According to the first 2021 census results, the population of England and Wales has increased to 59,597.300.
It has grown by over 3.5 million (6.3%) in the last census in 2011 and now has more people older than ever.
Addition of published Northern Ireland census figures and an official estimate for the Scottish population for 2020 brings the UK's population to 66,966,400.
This is the largest increase since 1801 when the census was started.
It also shows that the population grew in all English regions and Wales.
Every ten years, the Office for National Statistics (ONS) conducts a census. It asks people questions about their homes, household, and themselves to create a comprehensive snapshot of society.
These results will help organisations plan and fund public services like transport and education.
The survey 2021 was conducted on 21 March 2018, against the backdrop Brexit, which has seen restrictions placed on immigration, and the coronavirus epidemic.
This census has the greatest impact on the local detail.
Each local authority's population determines how much funding they receive. If Tuesday's figure is significantly lower than the projected population for the area, budget cuts could be possible.
On census day, the number of people living in Kensington and Chelsea was 10% less than in the 2011 census.
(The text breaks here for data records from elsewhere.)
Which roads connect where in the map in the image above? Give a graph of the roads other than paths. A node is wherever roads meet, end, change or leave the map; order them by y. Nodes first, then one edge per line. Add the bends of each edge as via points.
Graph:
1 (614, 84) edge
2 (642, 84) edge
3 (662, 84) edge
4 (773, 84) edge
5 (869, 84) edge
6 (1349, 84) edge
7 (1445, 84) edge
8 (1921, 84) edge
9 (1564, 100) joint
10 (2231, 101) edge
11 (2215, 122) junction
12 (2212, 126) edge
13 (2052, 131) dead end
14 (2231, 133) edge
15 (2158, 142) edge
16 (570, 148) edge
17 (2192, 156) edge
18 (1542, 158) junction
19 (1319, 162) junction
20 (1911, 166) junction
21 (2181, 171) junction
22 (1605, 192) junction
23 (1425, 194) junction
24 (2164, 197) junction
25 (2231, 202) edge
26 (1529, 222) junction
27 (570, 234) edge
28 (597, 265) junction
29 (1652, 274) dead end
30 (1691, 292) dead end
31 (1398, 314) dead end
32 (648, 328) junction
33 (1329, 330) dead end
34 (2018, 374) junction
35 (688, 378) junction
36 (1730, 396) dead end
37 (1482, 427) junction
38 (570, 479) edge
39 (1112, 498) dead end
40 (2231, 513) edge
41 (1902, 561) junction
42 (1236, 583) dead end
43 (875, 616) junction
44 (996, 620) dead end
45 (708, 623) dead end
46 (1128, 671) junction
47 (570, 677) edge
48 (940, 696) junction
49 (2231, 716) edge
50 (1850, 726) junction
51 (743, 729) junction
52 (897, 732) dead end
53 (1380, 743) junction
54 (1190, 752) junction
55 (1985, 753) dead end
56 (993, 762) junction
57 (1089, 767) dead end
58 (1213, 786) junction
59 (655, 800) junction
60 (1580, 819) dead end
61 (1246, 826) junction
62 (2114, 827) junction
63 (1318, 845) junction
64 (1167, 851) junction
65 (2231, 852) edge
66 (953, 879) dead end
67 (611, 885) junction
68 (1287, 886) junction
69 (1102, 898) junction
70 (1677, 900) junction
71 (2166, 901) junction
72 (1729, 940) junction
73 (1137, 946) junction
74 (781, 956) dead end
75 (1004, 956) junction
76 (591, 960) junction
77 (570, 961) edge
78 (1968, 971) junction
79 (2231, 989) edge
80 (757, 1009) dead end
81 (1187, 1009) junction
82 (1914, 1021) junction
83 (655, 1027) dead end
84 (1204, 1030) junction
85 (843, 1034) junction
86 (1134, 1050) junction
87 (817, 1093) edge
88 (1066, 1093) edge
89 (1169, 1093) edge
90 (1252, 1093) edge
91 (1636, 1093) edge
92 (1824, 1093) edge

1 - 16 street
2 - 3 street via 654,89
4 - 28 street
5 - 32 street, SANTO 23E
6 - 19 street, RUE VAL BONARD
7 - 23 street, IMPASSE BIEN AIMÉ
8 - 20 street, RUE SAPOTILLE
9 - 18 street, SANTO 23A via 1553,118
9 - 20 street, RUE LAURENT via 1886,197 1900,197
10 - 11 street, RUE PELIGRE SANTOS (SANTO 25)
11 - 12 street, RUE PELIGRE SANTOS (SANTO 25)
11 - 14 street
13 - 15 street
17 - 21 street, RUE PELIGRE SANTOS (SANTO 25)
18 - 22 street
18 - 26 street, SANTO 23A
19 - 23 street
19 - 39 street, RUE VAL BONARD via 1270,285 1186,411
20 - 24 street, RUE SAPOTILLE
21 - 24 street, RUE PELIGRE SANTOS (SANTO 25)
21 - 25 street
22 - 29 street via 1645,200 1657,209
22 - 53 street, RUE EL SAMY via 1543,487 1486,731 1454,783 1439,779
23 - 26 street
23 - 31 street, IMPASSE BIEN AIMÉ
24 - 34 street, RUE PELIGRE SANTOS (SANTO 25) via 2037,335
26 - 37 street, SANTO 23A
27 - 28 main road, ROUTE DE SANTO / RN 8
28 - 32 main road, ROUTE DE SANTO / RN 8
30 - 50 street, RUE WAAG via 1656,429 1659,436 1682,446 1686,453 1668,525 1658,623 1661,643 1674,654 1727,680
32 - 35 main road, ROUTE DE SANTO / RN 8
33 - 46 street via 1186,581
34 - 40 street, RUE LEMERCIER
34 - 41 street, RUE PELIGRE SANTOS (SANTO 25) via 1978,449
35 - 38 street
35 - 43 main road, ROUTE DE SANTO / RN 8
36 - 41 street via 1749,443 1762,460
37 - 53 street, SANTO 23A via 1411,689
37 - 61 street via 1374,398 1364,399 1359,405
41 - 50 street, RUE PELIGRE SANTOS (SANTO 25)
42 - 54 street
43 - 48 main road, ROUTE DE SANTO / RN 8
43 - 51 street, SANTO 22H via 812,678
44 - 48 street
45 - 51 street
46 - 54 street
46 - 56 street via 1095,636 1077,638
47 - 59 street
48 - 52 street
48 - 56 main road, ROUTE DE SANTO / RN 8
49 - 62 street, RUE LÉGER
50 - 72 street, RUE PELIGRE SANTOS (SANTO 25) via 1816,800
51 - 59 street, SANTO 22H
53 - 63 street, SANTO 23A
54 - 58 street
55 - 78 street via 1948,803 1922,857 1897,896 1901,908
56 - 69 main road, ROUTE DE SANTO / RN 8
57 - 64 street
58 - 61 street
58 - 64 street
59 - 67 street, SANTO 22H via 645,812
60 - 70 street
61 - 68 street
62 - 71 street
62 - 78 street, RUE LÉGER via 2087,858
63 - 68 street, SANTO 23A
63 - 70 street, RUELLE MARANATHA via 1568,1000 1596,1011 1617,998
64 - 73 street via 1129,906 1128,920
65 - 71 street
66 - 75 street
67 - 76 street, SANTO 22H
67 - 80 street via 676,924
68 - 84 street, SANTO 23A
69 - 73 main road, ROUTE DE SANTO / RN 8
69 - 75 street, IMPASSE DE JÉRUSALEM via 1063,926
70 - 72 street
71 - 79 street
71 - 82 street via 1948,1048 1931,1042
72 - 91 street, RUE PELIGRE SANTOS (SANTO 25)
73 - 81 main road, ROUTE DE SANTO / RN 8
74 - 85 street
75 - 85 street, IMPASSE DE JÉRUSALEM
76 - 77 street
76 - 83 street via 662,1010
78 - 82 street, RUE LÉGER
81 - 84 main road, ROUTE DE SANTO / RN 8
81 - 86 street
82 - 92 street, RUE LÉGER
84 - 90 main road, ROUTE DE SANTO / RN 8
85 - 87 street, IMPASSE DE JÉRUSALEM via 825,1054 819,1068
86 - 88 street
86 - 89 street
Westminster fell 7%. One theory suggests that some of those in wealth had moved to second or third homes during this pandemic.
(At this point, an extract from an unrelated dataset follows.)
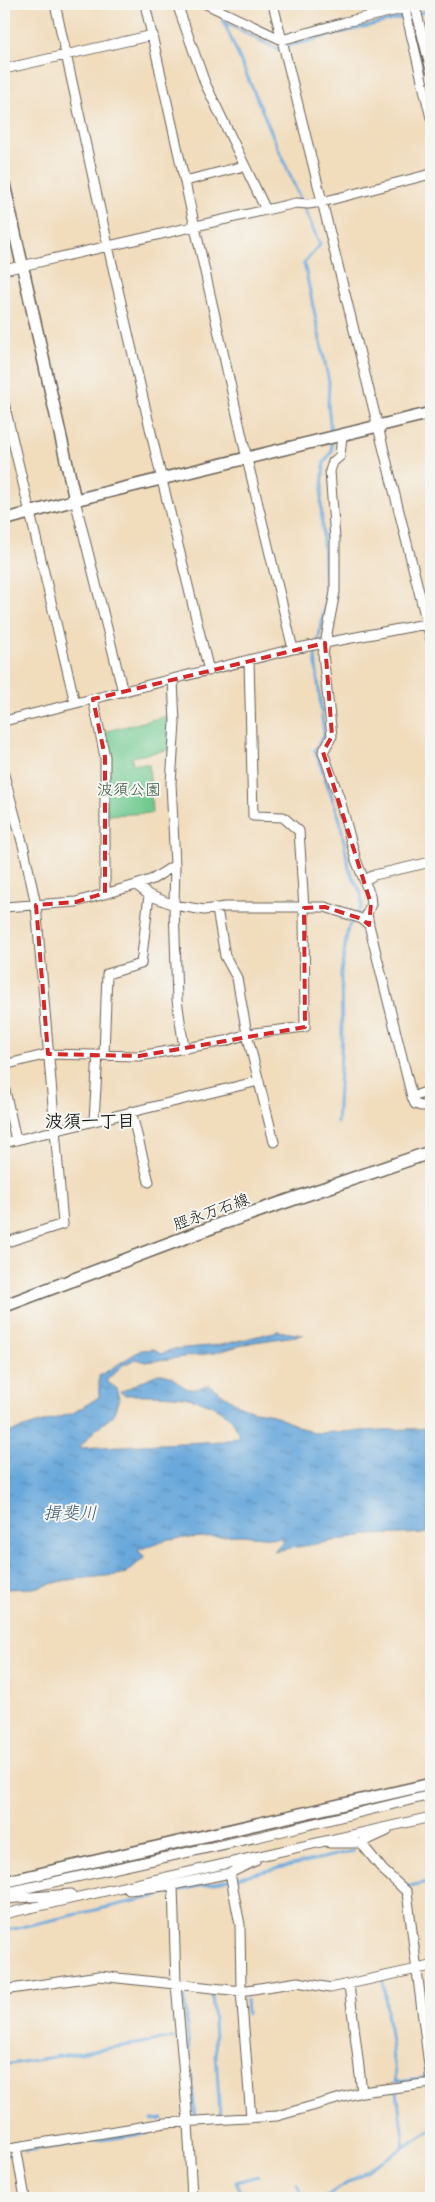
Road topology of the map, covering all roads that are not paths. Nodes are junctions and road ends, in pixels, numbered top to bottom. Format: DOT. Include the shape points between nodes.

Tewkesbury was the place with the greatest increases, followed by Vale of White Horse at the Cotswolds edge.
These figures show that one-sixth (18.6%, 11. million) of 2021's population are over 65. This is an increase from 16.4% (9.2million) in 2011.
About 0.9% of the population (527,000 people) are over 90 years old. This was 0.8% of the population in 2011, or 429,017.
The figures show that there were 10.4 millions people 15-years-old and younger in 2021. This represents 17.4% of the total population.
This age group has more people than in 2011, but the percentage of the population under 15 years old has fallen slightly, from 17.6% in 2011.
The east of England saw the greatest population growth, with 488,000 new residents since 2011, an 8.3% increase.
The smallest growth in population was recorded in Wales, at 1.4%. Meanwhile, the north-east England saw an increase of 1.9%.
Sunderland and Swansea are just a few of the large cities and towns that have seen their population decline.
Tower Hamlets in east London, which saw 22.1% population growth, was the place with the greatest increases.
All three cities saw significant increases in Bedford, Cambridge, and Peterborough.
The Census reflected the total population of 30,420,100 females (51.0%) and 29,177 200 men (49.0%), respectively in England and Wales.
The last decade has seen a slight slowdown in population growth. The population growth in England and Wales between 2001 and 2011 was 7.8%.
Half a million more people were counted than expected in the census.
The ONS announced that data from the 2021 census in England and Wales will be released in stages over the course of the next two-years.
Future releases will include data on ethnicity, religion and the labour market as well as education and housing.
For the first time, information will also be available on veterans of the UK Armed Forces, as well as sexual orientation and gender identity.